## Data items
━━━━━━━━━━━━━━━━━━━━━━━━━━━━━━

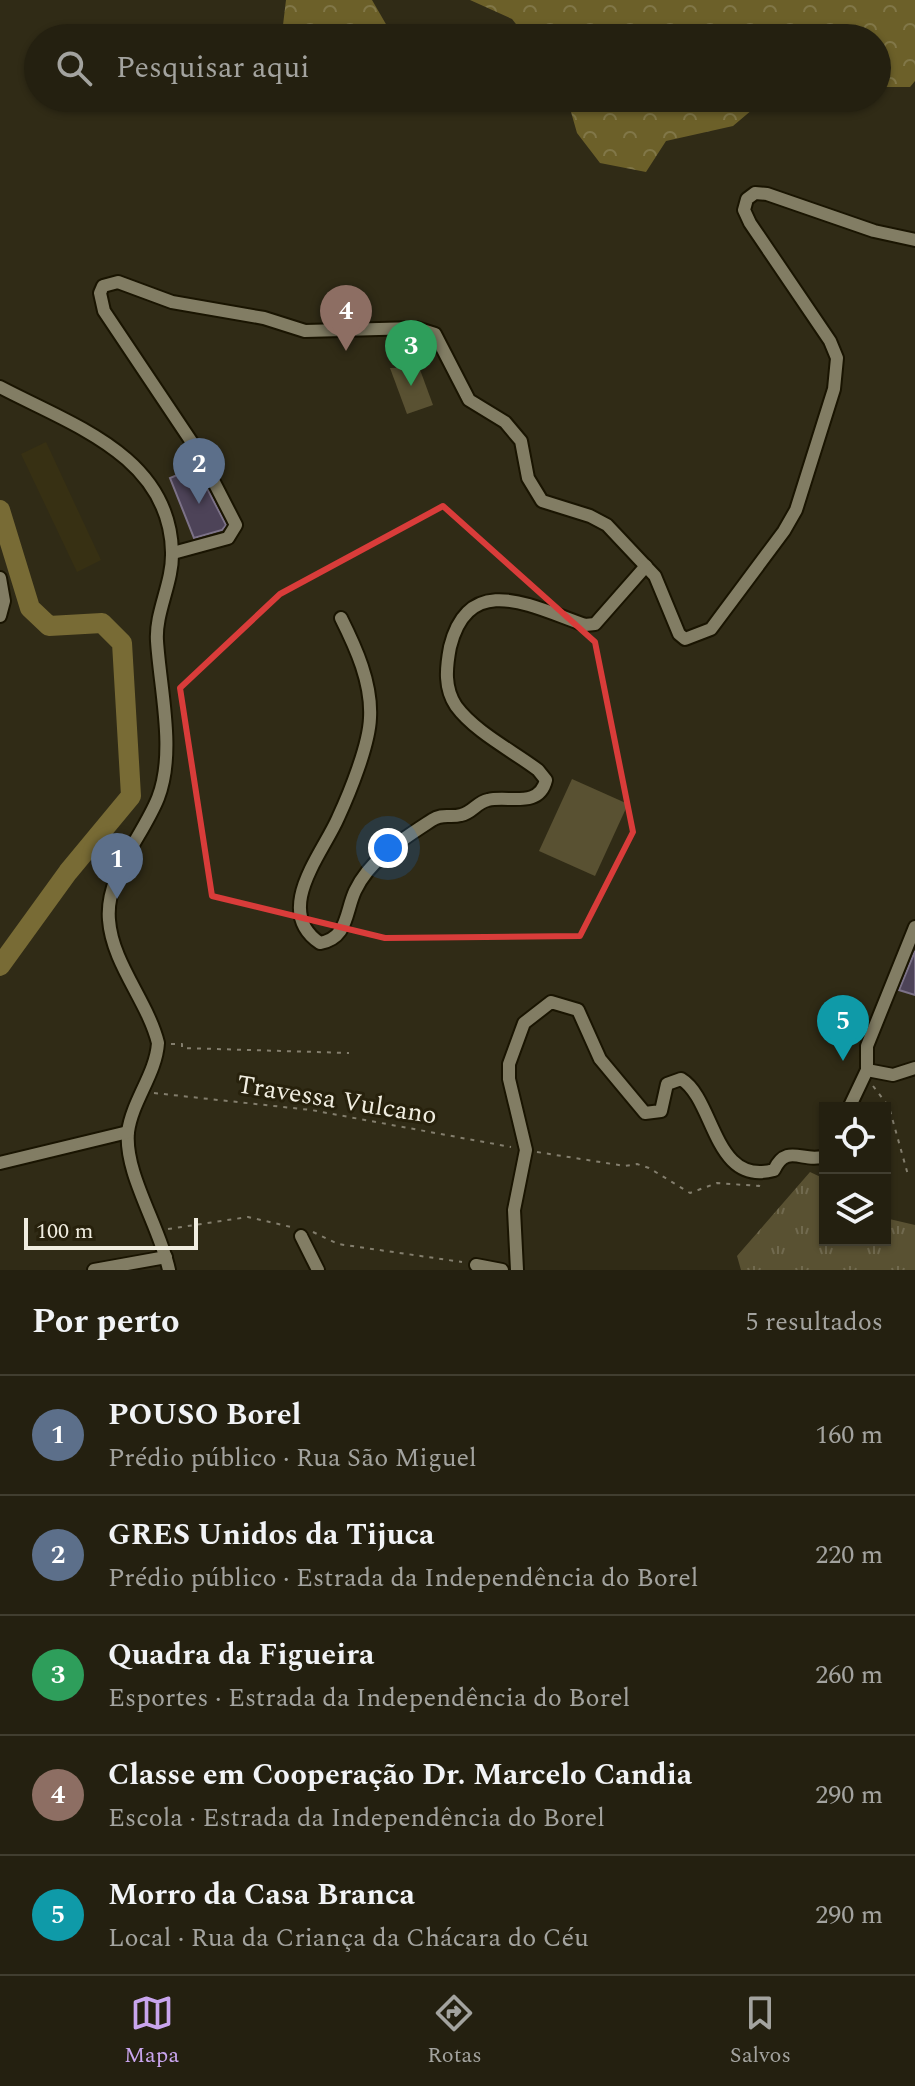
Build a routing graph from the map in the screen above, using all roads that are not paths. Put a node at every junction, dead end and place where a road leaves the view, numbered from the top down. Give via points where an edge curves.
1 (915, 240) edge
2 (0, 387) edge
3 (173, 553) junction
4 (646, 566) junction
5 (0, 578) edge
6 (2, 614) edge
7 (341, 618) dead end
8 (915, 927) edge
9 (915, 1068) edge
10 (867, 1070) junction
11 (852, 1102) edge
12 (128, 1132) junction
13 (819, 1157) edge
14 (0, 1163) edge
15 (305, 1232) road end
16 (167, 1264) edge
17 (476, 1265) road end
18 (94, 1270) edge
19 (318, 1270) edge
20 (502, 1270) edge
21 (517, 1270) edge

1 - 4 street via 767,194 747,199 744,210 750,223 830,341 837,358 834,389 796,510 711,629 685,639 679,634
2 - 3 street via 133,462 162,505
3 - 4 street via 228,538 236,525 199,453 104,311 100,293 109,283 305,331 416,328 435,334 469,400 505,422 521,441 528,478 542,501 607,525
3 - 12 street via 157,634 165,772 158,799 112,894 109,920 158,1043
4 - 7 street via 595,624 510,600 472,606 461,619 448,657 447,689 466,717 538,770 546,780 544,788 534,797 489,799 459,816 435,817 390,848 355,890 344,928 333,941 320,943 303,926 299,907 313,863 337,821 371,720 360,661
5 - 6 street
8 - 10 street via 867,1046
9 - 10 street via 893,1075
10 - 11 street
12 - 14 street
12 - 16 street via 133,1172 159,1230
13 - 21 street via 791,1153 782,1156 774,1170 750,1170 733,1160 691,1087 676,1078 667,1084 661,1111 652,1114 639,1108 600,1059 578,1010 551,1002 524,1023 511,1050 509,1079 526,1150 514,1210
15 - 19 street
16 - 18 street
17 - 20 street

━━━━━━━━━━━━━━━━━━━━━━━━━━━━━━

## Directions
Wherever the string "junction" appears in the entries, copy that line.

## Response to this exercise
Build a routing graph from the map in the screen above, using all roads that are not paths. Put a node at every junction, dead end and place where a road leaves the view, numbered from the top down. Give via points where an edge curves.
3 (173, 553) junction
4 (646, 566) junction
10 (867, 1070) junction
12 (128, 1132) junction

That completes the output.